> [EXTRACTED RECORDS]
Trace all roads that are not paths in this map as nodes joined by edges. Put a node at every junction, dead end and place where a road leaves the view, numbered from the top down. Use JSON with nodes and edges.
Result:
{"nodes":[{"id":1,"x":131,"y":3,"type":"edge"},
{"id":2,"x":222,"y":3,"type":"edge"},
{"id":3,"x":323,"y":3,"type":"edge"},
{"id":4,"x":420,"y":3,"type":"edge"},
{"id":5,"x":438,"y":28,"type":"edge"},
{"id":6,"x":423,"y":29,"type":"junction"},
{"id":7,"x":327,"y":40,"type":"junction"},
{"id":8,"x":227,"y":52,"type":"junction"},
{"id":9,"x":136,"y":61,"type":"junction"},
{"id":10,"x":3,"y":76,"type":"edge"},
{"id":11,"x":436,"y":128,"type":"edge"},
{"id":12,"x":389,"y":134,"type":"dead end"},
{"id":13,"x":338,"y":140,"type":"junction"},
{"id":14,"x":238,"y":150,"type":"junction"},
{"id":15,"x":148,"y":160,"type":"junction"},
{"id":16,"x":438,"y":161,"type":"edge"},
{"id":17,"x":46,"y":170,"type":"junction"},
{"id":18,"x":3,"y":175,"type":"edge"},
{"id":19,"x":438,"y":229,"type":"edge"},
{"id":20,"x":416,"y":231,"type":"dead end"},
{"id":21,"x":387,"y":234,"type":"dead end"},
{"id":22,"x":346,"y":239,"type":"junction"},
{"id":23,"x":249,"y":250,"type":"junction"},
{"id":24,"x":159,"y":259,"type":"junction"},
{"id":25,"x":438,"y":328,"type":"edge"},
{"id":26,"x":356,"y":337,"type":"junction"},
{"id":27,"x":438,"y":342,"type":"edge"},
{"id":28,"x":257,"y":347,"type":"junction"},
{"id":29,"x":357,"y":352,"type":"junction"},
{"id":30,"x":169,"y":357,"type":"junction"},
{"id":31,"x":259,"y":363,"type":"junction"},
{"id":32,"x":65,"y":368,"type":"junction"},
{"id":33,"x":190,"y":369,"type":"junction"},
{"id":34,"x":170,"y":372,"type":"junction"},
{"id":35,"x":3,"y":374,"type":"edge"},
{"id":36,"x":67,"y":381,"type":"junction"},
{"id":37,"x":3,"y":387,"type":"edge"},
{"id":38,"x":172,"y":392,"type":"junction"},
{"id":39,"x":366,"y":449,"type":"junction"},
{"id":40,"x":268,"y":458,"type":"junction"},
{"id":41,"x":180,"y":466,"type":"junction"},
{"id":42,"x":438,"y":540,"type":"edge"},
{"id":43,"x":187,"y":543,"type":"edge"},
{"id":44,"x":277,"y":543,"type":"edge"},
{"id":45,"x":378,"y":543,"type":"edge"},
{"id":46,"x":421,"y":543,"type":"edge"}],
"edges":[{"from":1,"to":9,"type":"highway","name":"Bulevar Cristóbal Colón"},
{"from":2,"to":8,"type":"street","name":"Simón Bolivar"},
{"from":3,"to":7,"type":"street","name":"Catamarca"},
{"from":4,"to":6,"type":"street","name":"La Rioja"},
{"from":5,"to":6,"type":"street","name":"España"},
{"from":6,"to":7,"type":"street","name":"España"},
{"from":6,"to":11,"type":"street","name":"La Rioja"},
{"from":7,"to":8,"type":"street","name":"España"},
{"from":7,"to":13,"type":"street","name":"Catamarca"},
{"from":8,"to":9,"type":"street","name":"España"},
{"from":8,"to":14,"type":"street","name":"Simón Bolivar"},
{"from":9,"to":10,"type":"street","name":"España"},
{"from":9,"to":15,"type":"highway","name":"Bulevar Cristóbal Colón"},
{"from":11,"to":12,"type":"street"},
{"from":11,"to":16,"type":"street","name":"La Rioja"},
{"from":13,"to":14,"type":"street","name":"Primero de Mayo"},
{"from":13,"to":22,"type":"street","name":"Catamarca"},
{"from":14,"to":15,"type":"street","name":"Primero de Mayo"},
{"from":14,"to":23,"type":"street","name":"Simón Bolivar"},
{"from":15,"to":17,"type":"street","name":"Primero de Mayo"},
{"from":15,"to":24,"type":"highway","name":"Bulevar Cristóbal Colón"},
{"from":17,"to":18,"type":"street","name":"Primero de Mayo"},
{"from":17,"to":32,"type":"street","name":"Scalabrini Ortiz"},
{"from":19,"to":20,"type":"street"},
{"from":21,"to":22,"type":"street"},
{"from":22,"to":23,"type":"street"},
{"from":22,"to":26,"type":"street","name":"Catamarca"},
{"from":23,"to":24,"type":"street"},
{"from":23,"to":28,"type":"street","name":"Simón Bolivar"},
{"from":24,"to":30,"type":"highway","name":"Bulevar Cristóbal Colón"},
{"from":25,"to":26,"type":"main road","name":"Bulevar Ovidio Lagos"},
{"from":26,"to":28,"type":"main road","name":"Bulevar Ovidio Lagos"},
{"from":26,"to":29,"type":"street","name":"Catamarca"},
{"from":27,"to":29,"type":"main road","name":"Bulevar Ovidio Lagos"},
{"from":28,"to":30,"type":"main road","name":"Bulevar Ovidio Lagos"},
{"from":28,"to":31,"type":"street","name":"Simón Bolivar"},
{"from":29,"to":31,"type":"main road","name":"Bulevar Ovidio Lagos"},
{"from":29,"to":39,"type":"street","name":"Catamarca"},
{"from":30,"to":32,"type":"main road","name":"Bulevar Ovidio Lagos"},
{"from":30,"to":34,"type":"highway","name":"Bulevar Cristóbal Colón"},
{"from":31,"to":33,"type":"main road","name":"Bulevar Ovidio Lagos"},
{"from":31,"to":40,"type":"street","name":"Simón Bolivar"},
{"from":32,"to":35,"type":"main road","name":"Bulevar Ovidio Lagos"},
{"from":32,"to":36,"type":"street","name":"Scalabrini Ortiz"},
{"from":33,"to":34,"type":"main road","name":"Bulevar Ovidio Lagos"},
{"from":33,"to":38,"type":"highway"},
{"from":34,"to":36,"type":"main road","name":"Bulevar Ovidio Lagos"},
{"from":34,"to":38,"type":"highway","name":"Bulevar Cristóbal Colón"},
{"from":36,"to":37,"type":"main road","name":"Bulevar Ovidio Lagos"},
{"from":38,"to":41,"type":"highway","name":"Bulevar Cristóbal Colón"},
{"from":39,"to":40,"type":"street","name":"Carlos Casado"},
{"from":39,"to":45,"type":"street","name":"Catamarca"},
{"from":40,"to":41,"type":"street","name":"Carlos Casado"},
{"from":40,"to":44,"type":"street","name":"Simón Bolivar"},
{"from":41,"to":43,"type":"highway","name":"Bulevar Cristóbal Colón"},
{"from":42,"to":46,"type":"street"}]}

--

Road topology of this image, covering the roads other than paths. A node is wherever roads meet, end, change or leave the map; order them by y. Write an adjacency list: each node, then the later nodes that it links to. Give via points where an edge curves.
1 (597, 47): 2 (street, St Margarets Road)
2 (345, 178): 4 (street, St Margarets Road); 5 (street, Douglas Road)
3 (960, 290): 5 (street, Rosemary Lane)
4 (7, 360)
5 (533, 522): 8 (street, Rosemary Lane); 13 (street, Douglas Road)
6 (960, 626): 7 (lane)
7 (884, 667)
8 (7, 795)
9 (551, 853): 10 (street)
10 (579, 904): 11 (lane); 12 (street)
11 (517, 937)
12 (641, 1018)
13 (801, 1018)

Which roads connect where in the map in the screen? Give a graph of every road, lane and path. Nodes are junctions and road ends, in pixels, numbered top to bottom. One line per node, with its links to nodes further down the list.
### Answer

> [ABOUT THIS TASK] Wherever a line in the data above holds "every", copy that line.

> [RESULT FOR THIS EXERCISE]
Trace all roads that are not paths in this map as nodes joined by edges. Put a node at every junction, dead end and place where a road leaves the view, numbered from the top down. Use JSON with nodes and edges.
Which roads connect where in the map in the screen? Give a graph of every road, lane and path. Nodes are junctions and road ends, in pixels, numbered top to bottom. One line per node, with its links to nodes further down the list.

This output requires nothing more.